Work order.
The reply must consist of the entire listing, reproduced exactly.

Data for analysis.
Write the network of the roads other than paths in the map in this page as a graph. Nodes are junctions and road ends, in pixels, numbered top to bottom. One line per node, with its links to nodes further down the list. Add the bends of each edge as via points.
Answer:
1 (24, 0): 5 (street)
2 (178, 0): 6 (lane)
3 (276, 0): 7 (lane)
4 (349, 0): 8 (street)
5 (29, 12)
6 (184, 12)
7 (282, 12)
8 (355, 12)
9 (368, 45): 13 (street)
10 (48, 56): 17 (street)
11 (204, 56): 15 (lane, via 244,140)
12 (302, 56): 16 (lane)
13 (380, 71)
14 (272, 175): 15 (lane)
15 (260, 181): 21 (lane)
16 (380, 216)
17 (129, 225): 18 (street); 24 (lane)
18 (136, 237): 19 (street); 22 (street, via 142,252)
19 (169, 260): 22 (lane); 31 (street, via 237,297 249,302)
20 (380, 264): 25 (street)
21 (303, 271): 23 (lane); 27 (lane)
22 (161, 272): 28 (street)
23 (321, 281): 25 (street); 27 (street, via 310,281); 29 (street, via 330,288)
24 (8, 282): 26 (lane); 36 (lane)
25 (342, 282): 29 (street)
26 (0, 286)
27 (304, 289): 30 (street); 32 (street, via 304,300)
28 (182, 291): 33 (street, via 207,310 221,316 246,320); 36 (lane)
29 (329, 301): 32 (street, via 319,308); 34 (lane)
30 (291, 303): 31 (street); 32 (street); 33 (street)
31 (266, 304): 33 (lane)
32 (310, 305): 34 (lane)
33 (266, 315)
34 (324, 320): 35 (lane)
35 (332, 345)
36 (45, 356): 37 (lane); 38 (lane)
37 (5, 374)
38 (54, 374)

Response box.
Write the network of the roads other than paths in the map in this page as a graph. Nodes are junctions and road ends, in pixels, numbered top to bottom. One line per node, with its links to nodes further down the list. Add the bends of each edge as via points.
Answer:
1 (24, 0): 5 (street)
2 (178, 0): 6 (lane)
3 (276, 0): 7 (lane)
4 (349, 0): 8 (street)
5 (29, 12)
6 (184, 12)
7 (282, 12)
8 (355, 12)
9 (368, 45): 13 (street)
10 (48, 56): 17 (street)
11 (204, 56): 15 (lane, via 244,140)
12 (302, 56): 16 (lane)
13 (380, 71)
14 (272, 175): 15 (lane)
15 (260, 181): 21 (lane)
16 (380, 216)
17 (129, 225): 18 (street); 24 (lane)
18 (136, 237): 19 (street); 22 (street, via 142,252)
19 (169, 260): 22 (lane); 31 (street, via 237,297 249,302)
20 (380, 264): 25 (street)
21 (303, 271): 23 (lane); 27 (lane)
22 (161, 272): 28 (street)
23 (321, 281): 25 (street); 27 (street, via 310,281); 29 (street, via 330,288)
24 (8, 282): 26 (lane); 36 (lane)
25 (342, 282): 29 (street)
26 (0, 286)
27 (304, 289): 30 (street); 32 (street, via 304,300)
28 (182, 291): 33 (street, via 207,310 221,316 246,320); 36 (lane)
29 (329, 301): 32 (street, via 319,308); 34 (lane)
30 (291, 303): 31 (street); 32 (street); 33 (street)
31 (266, 304): 33 (lane)
32 (310, 305): 34 (lane)
33 (266, 315)
34 (324, 320): 35 (lane)
35 (332, 345)
36 (45, 356): 37 (lane); 38 (lane)
37 (5, 374)
38 (54, 374)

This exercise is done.